(Items listed in a dataset)
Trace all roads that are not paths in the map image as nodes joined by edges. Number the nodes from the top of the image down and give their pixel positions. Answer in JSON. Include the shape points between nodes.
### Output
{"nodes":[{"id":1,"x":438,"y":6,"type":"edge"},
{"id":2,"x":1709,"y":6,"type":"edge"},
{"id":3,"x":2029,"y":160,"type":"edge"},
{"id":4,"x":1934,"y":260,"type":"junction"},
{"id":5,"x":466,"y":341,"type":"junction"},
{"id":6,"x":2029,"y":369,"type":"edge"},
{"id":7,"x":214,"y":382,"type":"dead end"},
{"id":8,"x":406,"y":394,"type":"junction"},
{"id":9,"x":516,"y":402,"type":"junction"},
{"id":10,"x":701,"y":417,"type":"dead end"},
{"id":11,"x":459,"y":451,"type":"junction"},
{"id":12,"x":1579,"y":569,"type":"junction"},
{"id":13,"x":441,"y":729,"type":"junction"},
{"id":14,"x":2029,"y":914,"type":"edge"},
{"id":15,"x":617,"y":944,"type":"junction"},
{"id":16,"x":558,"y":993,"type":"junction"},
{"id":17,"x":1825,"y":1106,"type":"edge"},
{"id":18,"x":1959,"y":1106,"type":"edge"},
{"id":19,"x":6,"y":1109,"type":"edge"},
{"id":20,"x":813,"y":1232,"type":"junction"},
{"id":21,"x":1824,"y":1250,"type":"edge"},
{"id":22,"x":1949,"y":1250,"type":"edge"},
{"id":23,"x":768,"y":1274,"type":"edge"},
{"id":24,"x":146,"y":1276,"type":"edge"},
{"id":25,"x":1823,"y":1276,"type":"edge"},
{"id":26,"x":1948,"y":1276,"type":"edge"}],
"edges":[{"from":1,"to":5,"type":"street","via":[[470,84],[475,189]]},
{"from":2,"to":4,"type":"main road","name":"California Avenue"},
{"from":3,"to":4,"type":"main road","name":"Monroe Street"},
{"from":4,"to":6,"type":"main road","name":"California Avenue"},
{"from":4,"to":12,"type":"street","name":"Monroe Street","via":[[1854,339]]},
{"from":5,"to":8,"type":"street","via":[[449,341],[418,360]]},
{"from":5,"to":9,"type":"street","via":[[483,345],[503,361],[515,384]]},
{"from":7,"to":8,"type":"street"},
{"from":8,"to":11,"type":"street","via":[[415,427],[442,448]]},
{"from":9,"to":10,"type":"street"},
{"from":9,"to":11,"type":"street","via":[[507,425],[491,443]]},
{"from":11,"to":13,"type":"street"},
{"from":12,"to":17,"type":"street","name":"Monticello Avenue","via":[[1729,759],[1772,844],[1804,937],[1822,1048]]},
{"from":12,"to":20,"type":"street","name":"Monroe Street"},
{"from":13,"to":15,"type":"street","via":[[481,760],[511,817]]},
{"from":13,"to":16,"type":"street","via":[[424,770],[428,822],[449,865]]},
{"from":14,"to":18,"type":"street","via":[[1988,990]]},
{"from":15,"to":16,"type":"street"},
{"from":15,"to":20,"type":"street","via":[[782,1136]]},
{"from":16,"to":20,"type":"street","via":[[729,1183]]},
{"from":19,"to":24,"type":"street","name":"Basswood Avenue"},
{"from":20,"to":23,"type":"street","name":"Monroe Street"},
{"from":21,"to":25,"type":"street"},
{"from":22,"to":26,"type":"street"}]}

● **What to produce**: Type out each entry above again, exactly.

● **Response to this exercise**:
Trace all roads that are not paths in the map image as nodes joined by edges. Number the nodes from the top of the image down and give their pixel positions. Answer in JSON. Include the shape points between nodes.
### Output
{"nodes":[{"id":1,"x":438,"y":6,"type":"edge"},
{"id":2,"x":1709,"y":6,"type":"edge"},
{"id":3,"x":2029,"y":160,"type":"edge"},
{"id":4,"x":1934,"y":260,"type":"junction"},
{"id":5,"x":466,"y":341,"type":"junction"},
{"id":6,"x":2029,"y":369,"type":"edge"},
{"id":7,"x":214,"y":382,"type":"dead end"},
{"id":8,"x":406,"y":394,"type":"junction"},
{"id":9,"x":516,"y":402,"type":"junction"},
{"id":10,"x":701,"y":417,"type":"dead end"},
{"id":11,"x":459,"y":451,"type":"junction"},
{"id":12,"x":1579,"y":569,"type":"junction"},
{"id":13,"x":441,"y":729,"type":"junction"},
{"id":14,"x":2029,"y":914,"type":"edge"},
{"id":15,"x":617,"y":944,"type":"junction"},
{"id":16,"x":558,"y":993,"type":"junction"},
{"id":17,"x":1825,"y":1106,"type":"edge"},
{"id":18,"x":1959,"y":1106,"type":"edge"},
{"id":19,"x":6,"y":1109,"type":"edge"},
{"id":20,"x":813,"y":1232,"type":"junction"},
{"id":21,"x":1824,"y":1250,"type":"edge"},
{"id":22,"x":1949,"y":1250,"type":"edge"},
{"id":23,"x":768,"y":1274,"type":"edge"},
{"id":24,"x":146,"y":1276,"type":"edge"},
{"id":25,"x":1823,"y":1276,"type":"edge"},
{"id":26,"x":1948,"y":1276,"type":"edge"}],
"edges":[{"from":1,"to":5,"type":"street","via":[[470,84],[475,189]]},
{"from":2,"to":4,"type":"main road","name":"California Avenue"},
{"from":3,"to":4,"type":"main road","name":"Monroe Street"},
{"from":4,"to":6,"type":"main road","name":"California Avenue"},
{"from":4,"to":12,"type":"street","name":"Monroe Street","via":[[1854,339]]},
{"from":5,"to":8,"type":"street","via":[[449,341],[418,360]]},
{"from":5,"to":9,"type":"street","via":[[483,345],[503,361],[515,384]]},
{"from":7,"to":8,"type":"street"},
{"from":8,"to":11,"type":"street","via":[[415,427],[442,448]]},
{"from":9,"to":10,"type":"street"},
{"from":9,"to":11,"type":"street","via":[[507,425],[491,443]]},
{"from":11,"to":13,"type":"street"},
{"from":12,"to":17,"type":"street","name":"Monticello Avenue","via":[[1729,759],[1772,844],[1804,937],[1822,1048]]},
{"from":12,"to":20,"type":"street","name":"Monroe Street"},
{"from":13,"to":15,"type":"street","via":[[481,760],[511,817]]},
{"from":13,"to":16,"type":"street","via":[[424,770],[428,822],[449,865]]},
{"from":14,"to":18,"type":"street","via":[[1988,990]]},
{"from":15,"to":16,"type":"street"},
{"from":15,"to":20,"type":"street","via":[[782,1136]]},
{"from":16,"to":20,"type":"street","via":[[729,1183]]},
{"from":19,"to":24,"type":"street","name":"Basswood Avenue"},
{"from":20,"to":23,"type":"street","name":"Monroe Street"},
{"from":21,"to":25,"type":"street"},
{"from":22,"to":26,"type":"street"}]}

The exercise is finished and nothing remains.